Lorsque les beaux jours arrivent, ils amènent parfois avec eux... quelques termites. En effet, c'est durant le printemps et l'été que ces insectes prolifèrent le plus, car appréciant l'humidité et la chaleur. Ce qui ne veut pas dire que les petits indésirables chôment en automne et en hiver. Au contraire, même à cette période, il convient de garder un œil ouvert pour détecter cet insecte, qui vit caché.

Première étape : repérer les termites

En effet, en plus de leur petite taille, les termites évoluent dans l'obscurité et fuient le soleil, ce qui les rend d'autant plus difficiles à détecter. Ils peuvent alors se nourrir tranquillement de la cellulose présente dans le bois, qu'ils consomment en lamelles, dans le sens de la fibre, semant au passage quelques indices caractéristiques à connaître.
"Les termites, laissent derrière eux comme des feuilles de papier les unes sur les autres. Ainsi que des déjections brunâtres. Ou encore, de petites galeries à l'extérieur pour circuler à l'abri du soleil", détaille Jean-Luc Guellerin des établissements Lorillou, entreprise spécialisée dans le traitement des bois de charpente et notamment, l'élimination des termites.
De plus, ils s'avèrent tout à fait capables de traverser d'autres matériaux pour atteindre leur repas. Comme des gaines électriques, des canalisations, les liners de piscines etc. Non traitée, une bâtisse peut, à terme, sévèrement pâtir de la gourmandise de ces nuisibles, notamment au niveau de la structure. Bref, de petites bêtes pour de gros problèmes.
D'où l'importance de réagir dès les premiers signes. "Suite à l'évolution de la réglementation, le contrôle des maisons est obligatoire dans le cadre des ventes. Cela fait prendre conscience du risque et de la nécessité des traitements. Mais dans le cadre des locations il n'y a pas d'obligation, même si généralement, lorsque les habitants constatent ces dégradations, ils réagissent", explique Jean-Luc Guellerin.

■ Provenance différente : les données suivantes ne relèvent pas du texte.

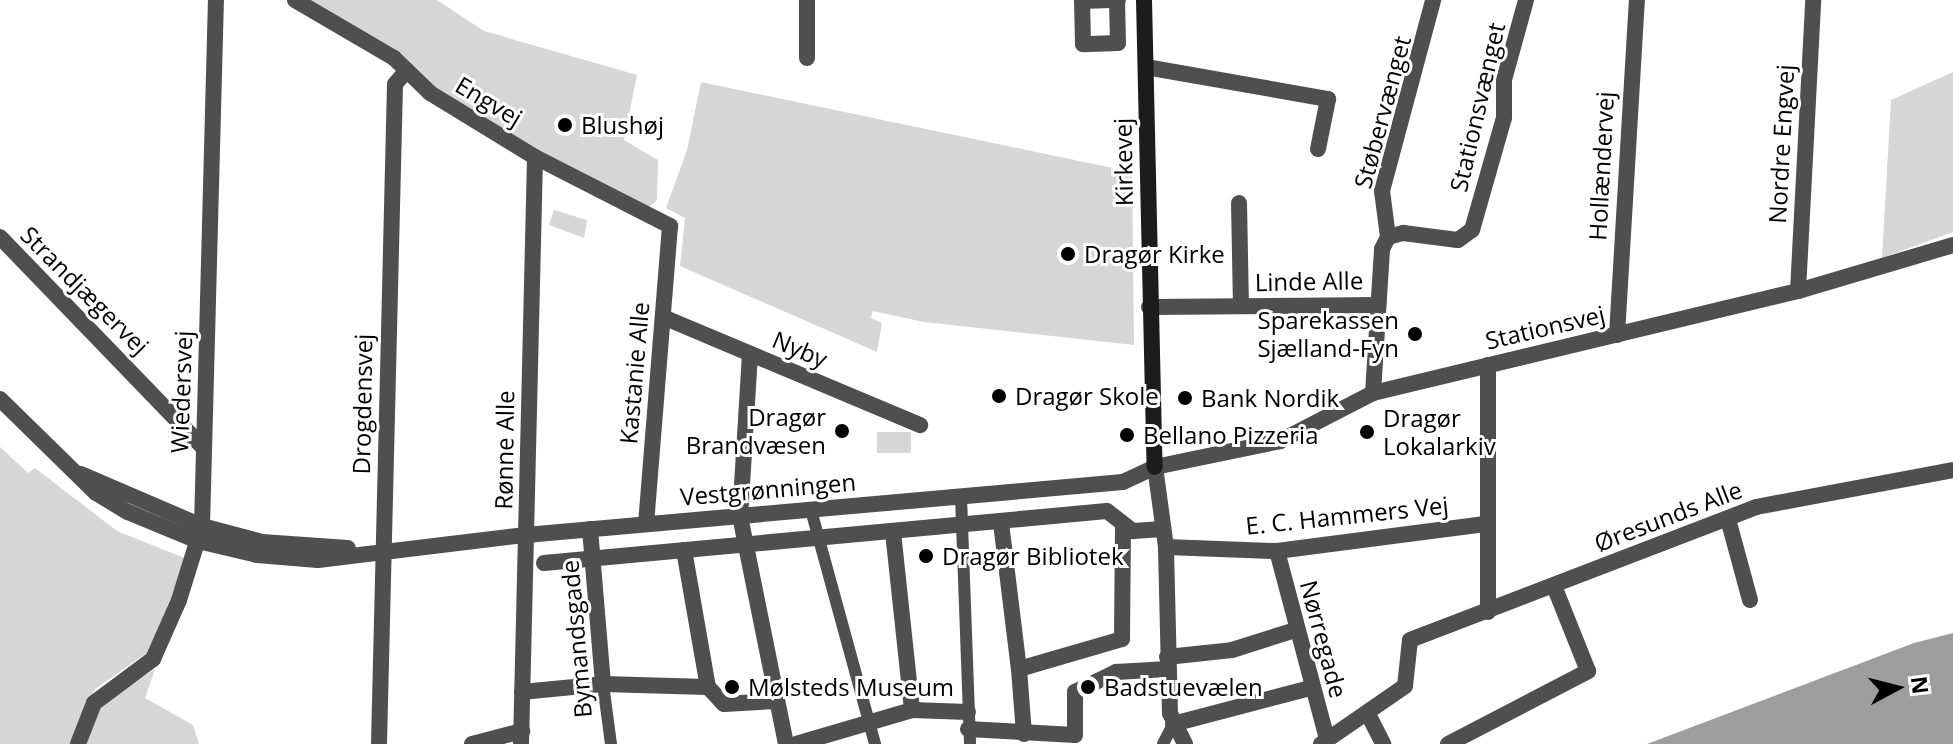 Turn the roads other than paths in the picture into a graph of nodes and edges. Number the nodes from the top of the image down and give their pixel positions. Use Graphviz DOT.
graph roads {
  1 [pos="216,0"];
  2 [pos="295,0"];
  3 [pos="807,0"];
  4 [pos="1144,0"];
  5 [pos="1433,0"];
  6 [pos="1526,0"];
  7 [pos="1637,0"];
  8 [pos="1813,0"];
  9 [pos="807,58"];
  10 [pos="1146,67"];
  11 [pos="407,70"];
  12 [pos="1318,149"];
  13 [pos="535,157"];
  14 [pos="1239,203"];
  15 [pos="670,226"];
  16 [pos="0,237"];
  17 [pos="1388,237"];
  18 [pos="1953,245"];
  19 [pos="1798,291"];
  20 [pos="1378,305"];
  21 [pos="1241,306"];
  22 [pos="1149,307"];
  23 [pos="663,317"];
  24 [pos="1617,335"];
  25 [pos="750,354"];
  26 [pos="1488,365"];
  27 [pos="1373,393"];
  28 [pos="0,399"];
  29 [pos="920,425"];
  30 [pos="202,446"];
  31 [pos="1155,467"];
  32 [pos="1953,470"];
  33 [pos="961,497"];
  34 [pos="811,510"];
  35 [pos="740,516"];
  36 [pos="1728,519"];
  37 [pos="646,523"];
  38 [pos="1001,523"];
  39 [pos="1123,524"];
  40 [pos="1485,524"];
  41 [pos="962,526"];
  42 [pos="590,529"];
  43 [pos="1163,529"];
  44 [pos="893,532"];
  45 [pos="200,533"];
  46 [pos="526,535"];
  47 [pos="816,539"];
  48 [pos="744,544"];
  49 [pos="1166,547"];
  50 [pos="382,550"];
  51 [pos="684,550"];
  52 [pos="1277,551"];
  53 [pos="593,559"];
  54 [pos="544,563"];
  55 [pos="1554,586"];
  56 [pos="1750,600"];
  57 [pos="1488,612"];
  58 [pos="1295,630"];
  59 [pos="1168,663"];
  60 [pos="1019,669"];
  61 [pos="603,684"];
  62 [pos="708,687"];
  63 [pos="1310,688"];
  64 [pos="522,692"];
  65 [pos="775,701"];
  66 [pos="912,710"];
  67 [pos="1368,714"];
  68 [pos="867,720"];
  69 [pos="1173,724"];
  70 [pos="969,728"];
  71 [pos="1024,734"];
  72 [pos="522,737"];
  73 [pos="1324,741"];
  74 [pos="78,744"];
  75 [pos="379,744"];
  76 [pos="472,744"];
  77 [pos="611,744"];
  78 [pos="786,744"];
  79 [pos="796,744"];
  80 [pos="875,744"];
  81 [pos="1163,744"];
  82 [pos="1185,744"];
  83 [pos="1383,744"];
  84 [pos="1448,744"];
  1 -- 30 [label="street, Wiedersvej"];
  2 -- 11 [label="street, Engvej"];
  3 -- 9 [label="street"];
  4 -- 10 [label="main road, Kirkevej"];
  5 -- 17 [label="street, Støbervænget"];
  6 -- 17 [label="street, Stationsvænget"];
  7 -- 24 [label="street, Hollændervej"];
  8 -- 19 [label="street, Nordre Engvej"];
  10 -- 12 [label="street"];
  10 -- 22 [label="main road, Kirkevej"];
  11 -- 13 [label="street, Engvej"];
  11 -- 50 [label="street, Drogdensvej"];
  13 -- 15 [label="street, Engvej"];
  13 -- 46 [label="street, Rønne Alle"];
  14 -- 21 [label="street, Linde Alle"];
  15 -- 23 [label="street, Kastanie Alle"];
  16 -- 30 [label="street, Strandjægervej"];
  17 -- 20 [label="street, Støbervænget"];
  18 -- 19 [label="street, Stationsvej"];
  19 -- 24 [label="street, Stationsvej"];
  20 -- 21 [label="street, Linde Alle"];
  20 -- 27 [label="street, Støbervænget"];
  21 -- 22 [label="street, Linde Alle"];
  22 -- 31 [label="main road, Kirkevej"];
  23 -- 25 [label="street, Nyby"];
  23 -- 37 [label="street, Kastanie Alle"];
  24 -- 26 [label="street, Stationsvej"];
  25 -- 29 [label="street, Nyby"];
  25 -- 35 [label="street"];
  26 -- 27 [label="street, Stationsvej"];
  26 -- 40 [label="street"];
  27 -- 31 [label="street, Stationsvej"];
  28 -- 45 [label="street, Vestgrønningen"];
  30 -- 45 [label="street, Wiedersvej"];
  31 -- 33 [label="street, Vestgrønningen"];
  31 -- 43 [label="street"];
  32 -- 36 [label="street, Øresunds Alle"];
  33 -- 34 [label="street, Vestgrønningen"];
  33 -- 41 [label="street"];
  34 -- 35 [label="street, Vestgrønningen"];
  34 -- 47 [label="street"];
  35 -- 37 [label="street, Vestgrønningen"];
  35 -- 48 [label="street"];
  36 -- 55 [label="street, Øresunds Alle"];
  36 -- 56 [label="street"];
  37 -- 42 [label="street, Vestgrønningen"];
  38 -- 39 [label="street"];
  38 -- 41 [label="street"];
  38 -- 60 [label="street"];
  39 -- 43 [label="street"];
  39 -- 60 [label="street"];
  40 -- 52 [label="street, E. C. Hammers Vej"];
  40 -- 57 [label="street"];
  41 -- 44 [label="street"];
  41 -- 70 [label="street"];
  42 -- 46 [label="street, Vestgrønningen"];
  42 -- 53 [label="street, Bymandsgade"];
  43 -- 49 [label="street"];
  44 -- 47 [label="street"];
  44 -- 66 [label="street"];
  45 -- 50 [label="street, Vestgrønningen"];
  45 -- 74 [label="street, Wiedersvej"];
  46 -- 50 [label="street, Vestgrønningen"];
  46 -- 64 [label="street, Rønne Alle"];
  47 -- 48 [label="street"];
  47 -- 68 [label="street"];
  48 -- 51 [label="street"];
  48 -- 65 [label="street"];
  49 -- 52 [label="street, E. C. Hammers Vej"];
  49 -- 59 [label="street"];
  50 -- 75 [label="street, Drogdensvej"];
  51 -- 53 [label="street"];
  51 -- 62 [label="street"];
  52 -- 58 [label="street, Nørregade"];
  53 -- 54 [label="street"];
  53 -- 61 [label="street, Bymandsgade"];
  55 -- 57 [label="street, Øresunds Alle"];
  55 -- 84 [label="street"];
  57 -- 67 [label="street, Øresunds Alle"];
  58 -- 59 [label="street"];
  58 -- 63 [label="street, Nørregade"];
  59 -- 69 [label="street"];
  59 -- 71 [label="street"];
  60 -- 71 [label="street"];
  61 -- 62 [label="street"];
  61 -- 64 [label="street"];
  61 -- 77 [label="street, Bymandsgade"];
  62 -- 65 [label="street"];
  63 -- 69 [label="street"];
  63 -- 73 [label="street, Nørregade"];
  64 -- 72 [label="street, Rønne Alle"];
  65 -- 78 [label="street"];
  66 -- 68 [label="street"];
  66 -- 70 [label="street"];
  67 -- 73 [label="street"];
  67 -- 83 [label="street"];
  68 -- 79 [label="street"];
  68 -- 80 [label="street"];
  69 -- 81 [label="street"];
  69 -- 82 [label="street"];
  70 -- 71 [label="street"];
  72 -- 76 [label="street"];
} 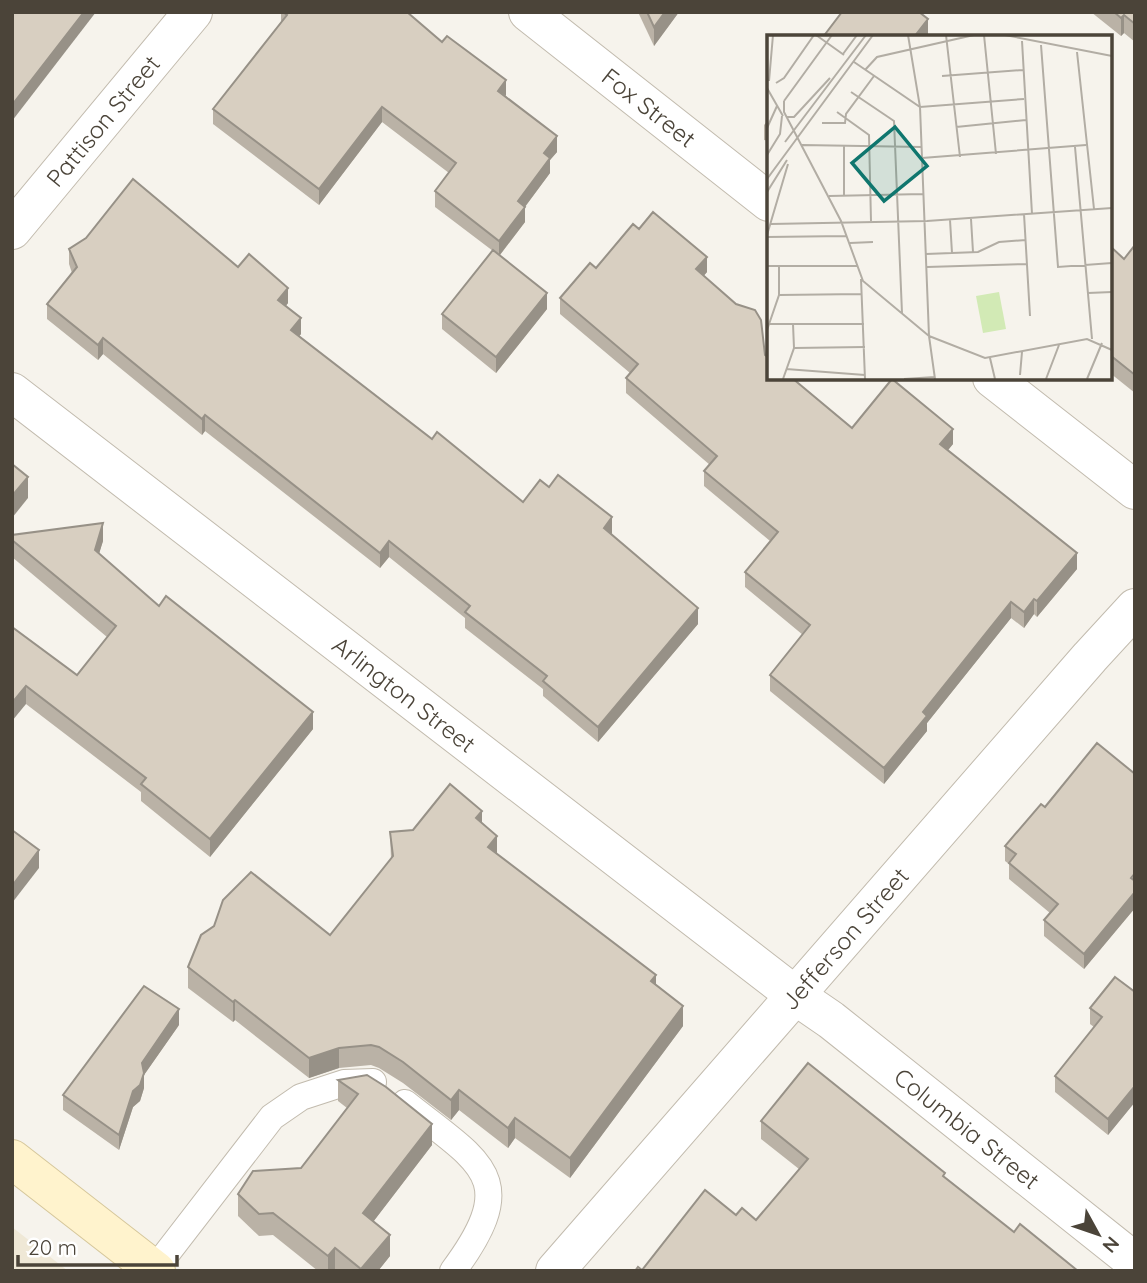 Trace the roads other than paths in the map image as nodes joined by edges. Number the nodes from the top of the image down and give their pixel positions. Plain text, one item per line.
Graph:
1 (193, 12) edge
2 (528, 12) edge
3 (767, 200) edge
4 (12, 230) edge
5 (995, 380) edge
6 (12, 392) edge
7 (1135, 490) edge
8 (1135, 608) edge
9 (796, 996) junction
10 (12, 1160) edge
11 (1135, 1262) edge
12 (155, 1270) edge
13 (453, 1271) edge
14 (555, 1271) edge

1 - 4 street, Pattison Street
2 - 3 street, Fox Street
5 - 7 street
6 - 9 street, Arlington Street
8 - 9 street, Jefferson Street
9 - 11 street, Columbia Street
9 - 14 street, Jefferson Street
10 - 12 street
12 - 13 lane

Deuxième étape : des mesures préventives ou curatives

Justement, plusieurs solutions s'offrent aux particuliers pour abréger cette cohabitation forcée. L'Observatoire National Termite rappelle qu'il existe des mesures préventives et curatives pour venir à bout du problème. Pour la protection des constructions neuves, "dans la pratique, les dispositifs de protection concernent les bois et matériaux à base de bois à vocation structurelle ainsi que l'interface entre le sol et le bâti". Par exemple, via des barrières physiques et physico-chimiques manufacturées. Ces dispositifs utilisent des matériaux dont les propriétés naturelles, ou renforcées par un biocide (produit qui détruit, ou repousse des organismes nuisibles), empêchent les termites de pénétrer dans le bois.
Mêmes moyens déployés pour les biens existants, qui eux aussi ont droit à des traitements préventifs. Une situation qui peut "se rencontrer en particulier lorsque le bien à protéger se situe dans une zone infestée. Actuellement, seule la réalisation d'un système de barrières insecticides permet de protéger un bien existant contre les attaques de termites", détaille l'ONT.
Le traitement curatif de biens existants, quant à lui, correspond à l'élimination des termites présents dans un bâtiment, ou sur un terrain. Celle-ci s'opère de deux manières : via des barrières insecticides, ou des pièges-appâts insecticides. La première, efficace rapidement et pour plusieurs années, n'élimine pas totalement la colonie, qui peut continuer à évoluer autour d'un bâtiment. La seconde technique vise à détruire une colonie de termites souterrains qui s'attaque à la construction.
Parmi les solutions existantes, par exemple, Sentri Tech (leader mondial de la fabrication et de la mise en marche anti-rongeurs), a développé un appât se présentant comme un bâtonnet, ou une petite boîte, comportant des éléments à base de cellulose qui attirent les termites. Seulement, une fois que les parasites commencent leur festin, ils ingèrent du même coup, un inhibiteur de mue qui agit comme une bombe à retardement. Les termites malades vont alors en contaminer d'autres avant de mourir, disséminés çà et là. Détail important, puisque l'absence de concentration de cadavres autour d'une source de nourriture n'éveille pas les soupçons des termites. Côté dommage collatéraux, Sentri Tech l'assure, le produit ne viendrait pas polluer l'environnement proche et les résidus seraient "infimes".
En effet, le piège peut apparemment être laissé, même après désinfestation, pour prévenir une future attaque. "Avant nous mettions d'abord du bois dans les pièges pour faire venir les termites. Ensuite nous rajoutions un produit, mais qui était friable et qui pouvait se diluer dans la nature. Il fallait donc le retirer une fois les termites éliminés. Maintenant, le produit est encapsulé et ne s'effrite pas", affirme Coline Sicaud de chez Dow AgroSciences (entreprise américaine spécialisée... dans les pesticides agricoles, qui a participé à l'élaboration de l'appât). Donc attention, cela reste un produit potentiellement à risque. Il convient de le manipuler avec précaution.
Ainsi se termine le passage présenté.